Effectivement, coincé parfois de longs moments au milieu de ce rose éclatant, j’ai pu photographier ces oiseaux, aux magnifiques nuances de bleu du plumage et de rouge des yeux, du bec, de la plaque frontale et des pattes, vaquant à leurs occupations dont la première est… essentiellement de se nourrir (comme les Thaïs… ?).

Presqu’exclusivement végétarienne, la talève se nourrit de racines, fleurs, feuilles et de tiges qu’elle saisit de ses longs doigts fins terminés par des ongles ou griffes aussi effilés que longs.. En la contemplant, je me rends compte de la dextérité de ses pattes.

En Europe on dit qu’elle est plutôt droitière, étrange, ici j’en ai vu beaucoup de gauchères. Il faut dire qu’on roule aussi à gauche en Thaïlande (ou au milieu de la route ou… à contre-sens!). Le fort bec viendra à bout de nombreux végétaux, toutefois, elle ne dédaignera pas les escargots, les crustacés, les œufs ou oisillons trouvés mort.

Oiseau sédentaire, elle ne vole jamais longtemps, même si elle sait et peut le faire. Avec ses longues pattes qui pendent, manquant d’élégance, elle n’aime pas les migrations, se déplaçant plutôt lors des changements de niveaux d’eau de son habitat. Et ici, en période de pluie, il y a des montées des eaux parfois très importantes. En fait, seuls les juvéniles en quête d’un nouveau territoire vont voler beaucoup plus loin.

Les oisillons quittent le nid après 4-5 jours. Couverts d’un duvet gris, on ne les repère pas facilement. Avec leurs longs doigts, emmanchés sur de longues pattes, ils suivent rapidement leurs parents en marchant sur les végétaux, jacinthes d’eau ou nénuphars. Par la suite les premières plumes viendront nuancer délicatement les ailes et les couleurs du bec apparaîtront aussi. Ainsi va la vie des sultanes.

Il existe plus d’une douzaine de sous-espèces de Porphyrio porphyrio.
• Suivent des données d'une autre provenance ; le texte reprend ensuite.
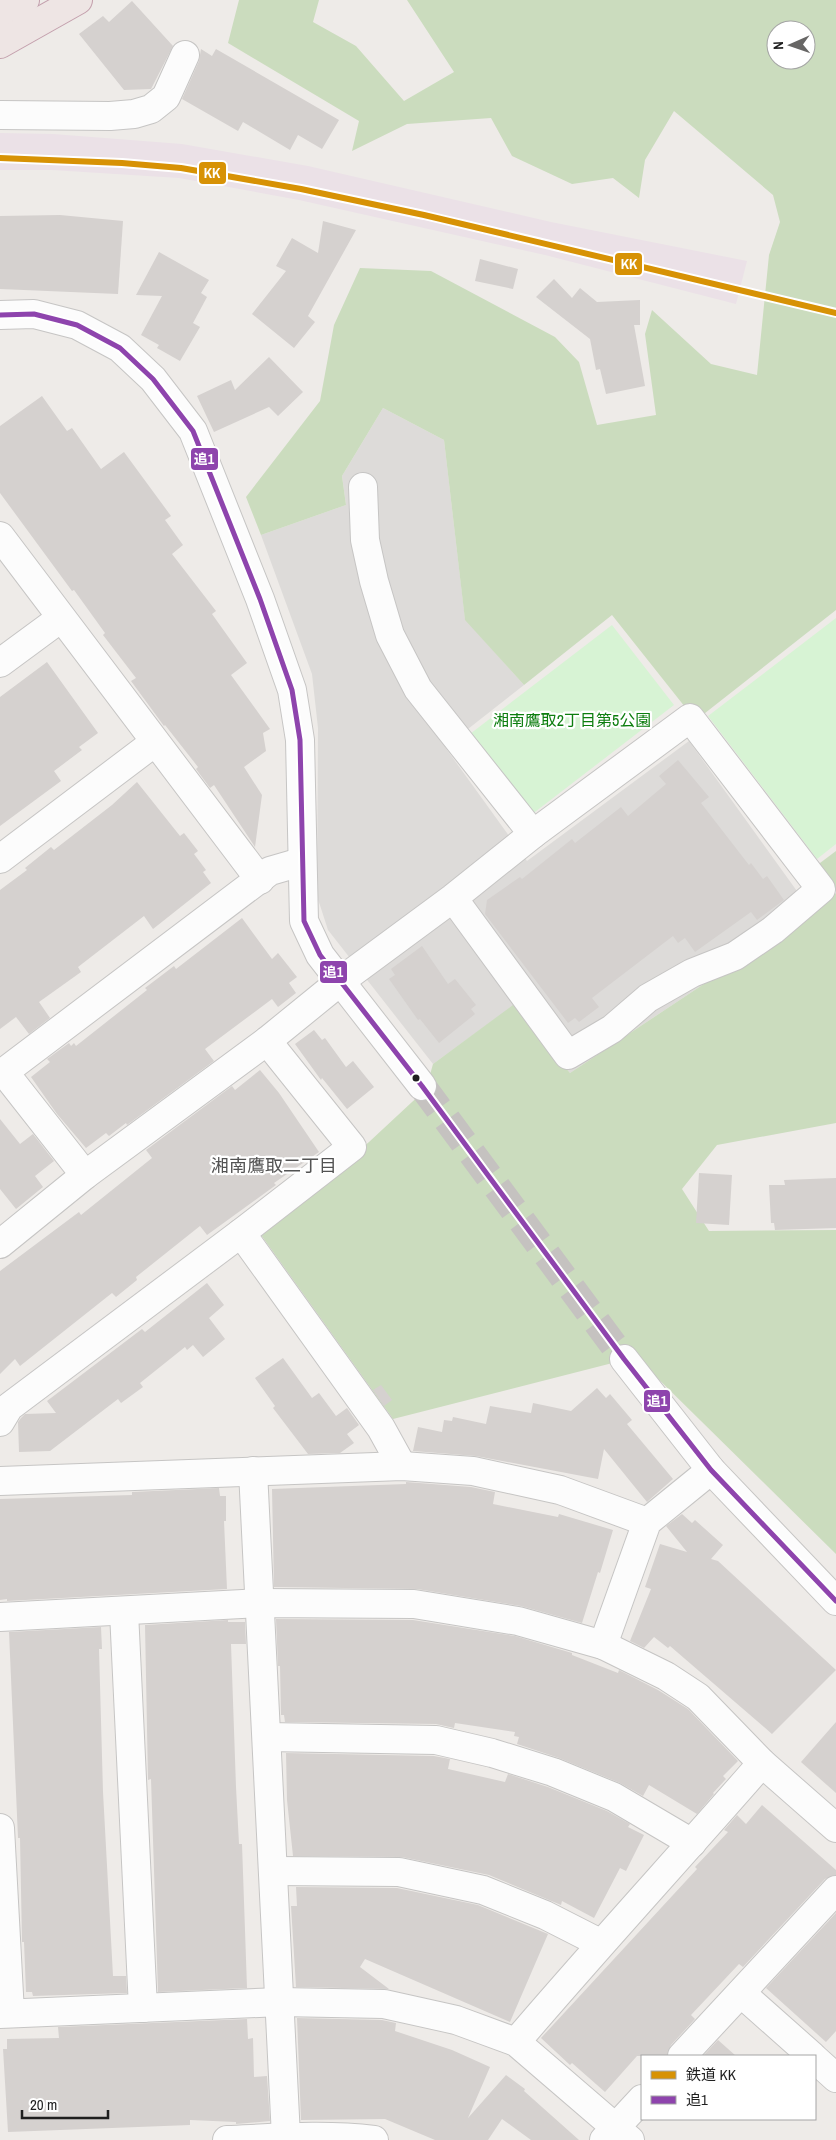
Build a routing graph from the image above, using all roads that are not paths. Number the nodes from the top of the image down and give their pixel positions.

Toutes restent des talèves sultanes mais la couleur ou la taille diffèrent un peu ainsi que les lieux géographiques d’habitat.
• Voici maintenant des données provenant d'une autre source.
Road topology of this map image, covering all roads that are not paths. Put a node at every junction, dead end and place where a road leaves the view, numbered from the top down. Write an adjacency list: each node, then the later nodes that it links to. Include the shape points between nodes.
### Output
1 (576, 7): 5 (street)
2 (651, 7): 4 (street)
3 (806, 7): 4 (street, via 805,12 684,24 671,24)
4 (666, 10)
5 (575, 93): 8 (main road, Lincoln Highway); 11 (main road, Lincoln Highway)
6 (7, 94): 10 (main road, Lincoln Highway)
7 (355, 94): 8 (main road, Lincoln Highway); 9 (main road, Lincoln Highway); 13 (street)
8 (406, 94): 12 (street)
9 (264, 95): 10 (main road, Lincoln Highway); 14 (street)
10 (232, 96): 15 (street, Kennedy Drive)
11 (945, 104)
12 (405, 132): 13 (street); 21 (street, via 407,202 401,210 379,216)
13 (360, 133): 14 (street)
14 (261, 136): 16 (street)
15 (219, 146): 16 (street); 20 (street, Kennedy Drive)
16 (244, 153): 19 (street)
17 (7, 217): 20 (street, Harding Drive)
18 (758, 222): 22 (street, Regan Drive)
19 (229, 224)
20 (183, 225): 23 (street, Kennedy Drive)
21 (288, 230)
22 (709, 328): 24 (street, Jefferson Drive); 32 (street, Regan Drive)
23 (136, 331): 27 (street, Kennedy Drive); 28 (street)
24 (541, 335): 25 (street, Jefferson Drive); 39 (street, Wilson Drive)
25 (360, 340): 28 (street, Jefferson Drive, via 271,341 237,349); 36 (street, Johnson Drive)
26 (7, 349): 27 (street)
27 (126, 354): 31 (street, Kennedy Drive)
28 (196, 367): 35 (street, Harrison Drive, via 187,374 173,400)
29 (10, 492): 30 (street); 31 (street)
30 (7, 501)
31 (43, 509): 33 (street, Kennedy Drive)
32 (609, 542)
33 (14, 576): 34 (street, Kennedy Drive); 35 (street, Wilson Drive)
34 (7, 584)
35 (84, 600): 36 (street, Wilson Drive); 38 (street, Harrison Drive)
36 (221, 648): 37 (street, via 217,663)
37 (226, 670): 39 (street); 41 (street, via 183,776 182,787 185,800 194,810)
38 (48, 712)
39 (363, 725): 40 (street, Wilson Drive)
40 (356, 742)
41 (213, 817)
Tale Noi est un immense lac d’eau douce donnant sur la mer. Il est assez amusant de voir parfois les buffles d’eau partir nager en mer… L’eau ne devient saumâtre qu’en cas de très forts vents du sud ou de l’est qui poussent de l’eau salée dans le lac.

Contrairement aux foulques et gallinules qui ne supportent pas leurs congénères en période de reproduction, j’ai constaté que ce nombreux couplent cohabitent plus ou moins pacifiquement même lorsque les oisillons naissent.
… un mouvement furtif sur la rive à ma gauche me fait tourner la tête… Un chat pêcheur ! Il disparaît bien trop rapidement. Mais j’ai pris rendez-vous avec lui le mois prochain. Affaire à suivre.

J’ai découvert que la Thaïlande possède une faune incroyable, mais la pression des braconniers en tous genres est énorme aussi. Que ce soient les éléphants (protégés par la loi), les mammifères, les oiseaux, les magnifiques grands arbres, tout y passe pour certaines personnes peu scrupuleuses pour ne rien dire de plus !

Une petite anecdote pour dire qu’il y a aussi des protecteurs ici : un de mes amis thaïs qui photographie et protège les aigles de mer (pygargue blagre) suivait l’évolution d’une nichée à 100m d’une route importante et de nombreuses maisons. Il a découvert que les habitants voulaient tuer les aigles pour… les manger (ahh, ces Asiatiques qui ne pensent qu’à leur ventre). Qu’a-t-il fait… ? La chose la plus intelligente du monde : il a été acheter quelques poulets et les a donné en « échange » de la vie des pygargues. Troc bien accepté, car maintenant cela fait 3 ans que toutes les nichées arrivent à terme sans problème.

Finalement, bien souvent, tout est question de lucidité car la compréhension de l’environnement n’est pas la même pour tous et ce dans... tous les pays du monde.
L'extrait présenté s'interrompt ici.